And so what I like to call these are pillars of confidence. What are these things that keep my product up and functioning and what are the trade-offs or one versus the other that I want to use to be able to make sure that I'm happy with what's going out? So there's testing, observability, resilience, and all that loops into a feedback loop. So a feedback loop of telling me what's going wrong, how's it going wrong, how often is it going wrong, and all of these work together to create a comprehensive safety system. The absence of one weakens your overall confidence,

but you can seldom have all of them in place. Does anyone have all of these in place at the best way possible, in the most efficient way, you have all the observability, your platform is working all the time? Nobody? Cool, we all have jobs. Fantastic.

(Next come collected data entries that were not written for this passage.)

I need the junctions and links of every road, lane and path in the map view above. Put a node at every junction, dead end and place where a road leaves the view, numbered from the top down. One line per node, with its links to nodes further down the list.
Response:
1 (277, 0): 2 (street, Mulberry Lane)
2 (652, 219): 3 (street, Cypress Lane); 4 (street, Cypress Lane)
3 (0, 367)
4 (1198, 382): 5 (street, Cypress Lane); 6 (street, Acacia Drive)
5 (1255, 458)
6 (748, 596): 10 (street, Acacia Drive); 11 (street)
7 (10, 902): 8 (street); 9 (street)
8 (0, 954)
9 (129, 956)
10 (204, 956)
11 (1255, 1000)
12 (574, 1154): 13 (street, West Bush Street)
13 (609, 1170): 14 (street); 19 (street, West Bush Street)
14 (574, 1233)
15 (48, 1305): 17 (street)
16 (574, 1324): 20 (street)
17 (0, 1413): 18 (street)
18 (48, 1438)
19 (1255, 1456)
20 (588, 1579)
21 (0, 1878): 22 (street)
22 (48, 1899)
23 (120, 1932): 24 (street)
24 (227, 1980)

Building Complete Confidence: Combining Testing, Metrics, and Resilience17:30

So how do we build complete confidence? If you have individual components, tests alone, you know if it works, but not in production. If you have metrics alone, you know something's wrong, but not why. Then you have resilience alone, and it can survive failures, but you can't learn from the failures and go into your retrospectives with information and data. And so all these have this combined effect to detect issues early, recover gracefully, learn, and improve because everything's iterative. You have a lot of progressive enhancements when it comes to product development.

Introducing DORA Metrics: Focusing on Outcomes18:00

But what's really interesting is I want to talk about something called DORA. Does anyone know Dora the Explorer?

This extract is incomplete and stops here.